» Task instructions:
Scan the entries for the word "Southport". Every line that has it should be copied.
═══ Records provided
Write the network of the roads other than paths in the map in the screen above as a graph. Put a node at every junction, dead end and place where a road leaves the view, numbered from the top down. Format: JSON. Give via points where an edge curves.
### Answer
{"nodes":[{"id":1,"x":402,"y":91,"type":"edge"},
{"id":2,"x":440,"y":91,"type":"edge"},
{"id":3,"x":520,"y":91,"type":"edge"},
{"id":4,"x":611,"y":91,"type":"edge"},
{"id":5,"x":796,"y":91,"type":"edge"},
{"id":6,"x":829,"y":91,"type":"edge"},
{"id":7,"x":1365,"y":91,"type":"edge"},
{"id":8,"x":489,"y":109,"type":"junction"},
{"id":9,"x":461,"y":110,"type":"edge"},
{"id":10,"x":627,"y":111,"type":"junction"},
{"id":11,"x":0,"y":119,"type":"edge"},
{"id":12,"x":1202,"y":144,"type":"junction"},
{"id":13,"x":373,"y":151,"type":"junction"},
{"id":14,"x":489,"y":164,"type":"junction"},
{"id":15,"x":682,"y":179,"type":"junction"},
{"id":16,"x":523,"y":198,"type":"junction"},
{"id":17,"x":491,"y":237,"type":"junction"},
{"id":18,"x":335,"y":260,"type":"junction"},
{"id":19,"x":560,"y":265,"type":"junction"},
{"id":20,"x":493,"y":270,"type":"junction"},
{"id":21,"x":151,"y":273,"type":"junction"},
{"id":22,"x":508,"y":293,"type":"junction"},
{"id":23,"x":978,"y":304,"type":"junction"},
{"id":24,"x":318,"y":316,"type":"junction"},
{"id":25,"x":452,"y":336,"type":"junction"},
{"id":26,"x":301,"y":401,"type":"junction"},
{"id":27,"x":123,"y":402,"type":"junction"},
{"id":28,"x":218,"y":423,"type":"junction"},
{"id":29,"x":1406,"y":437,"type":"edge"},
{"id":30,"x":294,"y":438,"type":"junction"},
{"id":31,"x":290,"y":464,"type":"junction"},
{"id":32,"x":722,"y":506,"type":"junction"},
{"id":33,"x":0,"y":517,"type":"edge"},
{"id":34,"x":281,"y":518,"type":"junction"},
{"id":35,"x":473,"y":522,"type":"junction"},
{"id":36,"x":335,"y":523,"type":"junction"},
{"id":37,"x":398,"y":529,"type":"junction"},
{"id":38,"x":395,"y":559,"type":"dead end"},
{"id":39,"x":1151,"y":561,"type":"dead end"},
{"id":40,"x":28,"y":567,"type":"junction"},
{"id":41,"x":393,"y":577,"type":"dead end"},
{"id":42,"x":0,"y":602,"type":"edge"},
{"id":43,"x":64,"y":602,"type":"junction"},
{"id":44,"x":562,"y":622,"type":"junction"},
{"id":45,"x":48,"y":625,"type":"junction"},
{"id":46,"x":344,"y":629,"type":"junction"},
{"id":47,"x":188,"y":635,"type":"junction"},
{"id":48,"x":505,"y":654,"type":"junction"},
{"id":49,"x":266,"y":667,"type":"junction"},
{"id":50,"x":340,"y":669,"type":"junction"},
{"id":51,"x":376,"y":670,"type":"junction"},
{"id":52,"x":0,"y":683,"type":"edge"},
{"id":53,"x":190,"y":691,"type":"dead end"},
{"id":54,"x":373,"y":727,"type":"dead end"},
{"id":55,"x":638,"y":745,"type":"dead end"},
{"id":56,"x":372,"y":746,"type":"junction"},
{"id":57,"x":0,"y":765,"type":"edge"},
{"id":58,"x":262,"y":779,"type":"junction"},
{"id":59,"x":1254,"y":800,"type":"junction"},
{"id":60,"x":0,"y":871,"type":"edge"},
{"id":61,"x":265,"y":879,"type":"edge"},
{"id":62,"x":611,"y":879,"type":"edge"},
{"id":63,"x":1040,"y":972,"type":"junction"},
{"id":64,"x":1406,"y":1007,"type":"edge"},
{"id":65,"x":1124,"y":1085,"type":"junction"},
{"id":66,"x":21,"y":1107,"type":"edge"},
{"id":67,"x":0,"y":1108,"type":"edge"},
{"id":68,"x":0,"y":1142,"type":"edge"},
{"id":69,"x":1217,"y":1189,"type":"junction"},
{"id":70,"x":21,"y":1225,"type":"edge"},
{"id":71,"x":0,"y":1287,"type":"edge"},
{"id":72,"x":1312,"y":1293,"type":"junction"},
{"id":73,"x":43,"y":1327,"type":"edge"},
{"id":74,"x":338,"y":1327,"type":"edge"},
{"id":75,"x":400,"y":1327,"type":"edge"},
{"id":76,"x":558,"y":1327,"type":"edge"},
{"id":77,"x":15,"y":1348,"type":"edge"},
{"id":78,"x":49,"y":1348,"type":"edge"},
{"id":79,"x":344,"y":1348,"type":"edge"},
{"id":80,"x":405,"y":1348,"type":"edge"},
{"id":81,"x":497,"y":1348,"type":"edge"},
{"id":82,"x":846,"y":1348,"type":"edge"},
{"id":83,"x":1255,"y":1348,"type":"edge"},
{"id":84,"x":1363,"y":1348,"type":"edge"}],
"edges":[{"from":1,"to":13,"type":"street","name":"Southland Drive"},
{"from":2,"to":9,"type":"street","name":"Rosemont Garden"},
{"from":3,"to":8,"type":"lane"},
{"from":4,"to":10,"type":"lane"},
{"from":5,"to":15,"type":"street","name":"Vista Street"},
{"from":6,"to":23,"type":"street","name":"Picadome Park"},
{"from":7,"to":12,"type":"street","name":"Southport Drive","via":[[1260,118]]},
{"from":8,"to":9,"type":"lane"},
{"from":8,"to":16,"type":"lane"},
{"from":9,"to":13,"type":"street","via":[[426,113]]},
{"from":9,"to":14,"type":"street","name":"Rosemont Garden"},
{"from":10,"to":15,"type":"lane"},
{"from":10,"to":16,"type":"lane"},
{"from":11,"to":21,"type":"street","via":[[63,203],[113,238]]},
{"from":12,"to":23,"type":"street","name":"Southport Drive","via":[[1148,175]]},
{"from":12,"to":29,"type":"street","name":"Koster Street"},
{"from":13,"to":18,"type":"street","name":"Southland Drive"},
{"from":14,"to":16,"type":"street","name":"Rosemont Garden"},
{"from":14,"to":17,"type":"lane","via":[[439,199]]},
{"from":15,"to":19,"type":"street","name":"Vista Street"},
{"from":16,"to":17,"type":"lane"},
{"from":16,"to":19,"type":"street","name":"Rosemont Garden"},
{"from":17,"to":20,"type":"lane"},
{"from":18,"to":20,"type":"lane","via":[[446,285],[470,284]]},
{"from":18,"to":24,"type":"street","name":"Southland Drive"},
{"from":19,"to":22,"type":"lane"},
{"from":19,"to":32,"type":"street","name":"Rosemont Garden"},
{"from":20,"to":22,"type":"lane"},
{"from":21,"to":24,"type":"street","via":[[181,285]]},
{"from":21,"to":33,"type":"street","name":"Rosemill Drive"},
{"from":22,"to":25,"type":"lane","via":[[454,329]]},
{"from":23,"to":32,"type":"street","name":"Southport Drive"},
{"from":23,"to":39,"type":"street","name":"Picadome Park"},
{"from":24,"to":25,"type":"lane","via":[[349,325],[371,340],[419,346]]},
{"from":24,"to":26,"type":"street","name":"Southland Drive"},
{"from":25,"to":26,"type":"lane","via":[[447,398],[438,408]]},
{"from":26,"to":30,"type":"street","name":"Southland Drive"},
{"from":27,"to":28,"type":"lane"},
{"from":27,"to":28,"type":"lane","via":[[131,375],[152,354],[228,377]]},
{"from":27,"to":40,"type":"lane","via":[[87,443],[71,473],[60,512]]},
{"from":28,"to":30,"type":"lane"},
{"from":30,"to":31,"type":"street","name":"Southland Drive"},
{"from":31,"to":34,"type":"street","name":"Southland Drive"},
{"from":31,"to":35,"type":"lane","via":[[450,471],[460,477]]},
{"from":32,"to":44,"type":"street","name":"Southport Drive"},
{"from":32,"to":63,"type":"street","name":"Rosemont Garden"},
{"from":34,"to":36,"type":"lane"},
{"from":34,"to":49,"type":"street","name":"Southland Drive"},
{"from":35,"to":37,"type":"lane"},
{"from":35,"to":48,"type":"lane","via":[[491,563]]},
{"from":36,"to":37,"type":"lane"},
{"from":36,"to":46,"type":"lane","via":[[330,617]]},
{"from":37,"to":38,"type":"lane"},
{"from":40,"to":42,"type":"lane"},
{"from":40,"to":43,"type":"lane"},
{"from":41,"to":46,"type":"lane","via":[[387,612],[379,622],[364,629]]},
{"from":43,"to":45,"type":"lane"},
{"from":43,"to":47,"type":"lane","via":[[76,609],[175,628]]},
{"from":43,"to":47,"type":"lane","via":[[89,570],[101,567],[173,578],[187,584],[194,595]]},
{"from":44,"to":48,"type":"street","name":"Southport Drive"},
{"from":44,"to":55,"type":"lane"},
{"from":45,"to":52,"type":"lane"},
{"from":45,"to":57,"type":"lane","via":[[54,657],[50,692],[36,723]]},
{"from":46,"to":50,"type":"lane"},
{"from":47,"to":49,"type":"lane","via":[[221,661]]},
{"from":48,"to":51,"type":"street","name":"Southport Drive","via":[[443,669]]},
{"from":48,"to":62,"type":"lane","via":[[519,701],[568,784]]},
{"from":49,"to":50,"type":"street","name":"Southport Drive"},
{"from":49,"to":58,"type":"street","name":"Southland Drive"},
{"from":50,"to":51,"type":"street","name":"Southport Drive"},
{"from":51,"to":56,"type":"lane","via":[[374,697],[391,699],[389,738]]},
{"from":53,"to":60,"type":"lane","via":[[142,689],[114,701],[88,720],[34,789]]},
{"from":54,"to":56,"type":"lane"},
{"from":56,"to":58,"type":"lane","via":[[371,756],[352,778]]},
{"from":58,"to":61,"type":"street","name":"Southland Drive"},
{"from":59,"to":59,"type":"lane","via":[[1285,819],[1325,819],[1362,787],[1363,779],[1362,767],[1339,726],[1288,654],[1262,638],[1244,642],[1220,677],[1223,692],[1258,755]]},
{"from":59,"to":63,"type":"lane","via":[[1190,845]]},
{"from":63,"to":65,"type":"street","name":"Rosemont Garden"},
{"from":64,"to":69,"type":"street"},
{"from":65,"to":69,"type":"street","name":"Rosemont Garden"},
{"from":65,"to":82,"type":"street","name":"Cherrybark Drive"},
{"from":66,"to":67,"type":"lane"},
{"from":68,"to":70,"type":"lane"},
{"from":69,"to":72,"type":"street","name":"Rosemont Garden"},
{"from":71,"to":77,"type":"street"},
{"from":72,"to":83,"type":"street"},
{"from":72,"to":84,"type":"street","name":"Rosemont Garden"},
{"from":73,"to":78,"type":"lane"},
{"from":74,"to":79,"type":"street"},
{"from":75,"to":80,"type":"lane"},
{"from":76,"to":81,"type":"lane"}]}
══════
» Completed exercise:
{"from":7,"to":12,"type":"street","name":"Southport Drive","via":[[1260,118]]},
{"from":12,"to":23,"type":"street","name":"Southport Drive","via":[[1148,175]]},
{"from":23,"to":32,"type":"street","name":"Southport Drive"},
{"from":32,"to":44,"type":"street","name":"Southport Drive"},
{"from":44,"to":48,"type":"street","name":"Southport Drive"},
{"from":48,"to":51,"type":"street","name":"Southport Drive","via":[[443,669]]},
{"from":49,"to":50,"type":"street","name":"Southport Drive"},
{"from":50,"to":51,"type":"street","name":"Southport Drive"},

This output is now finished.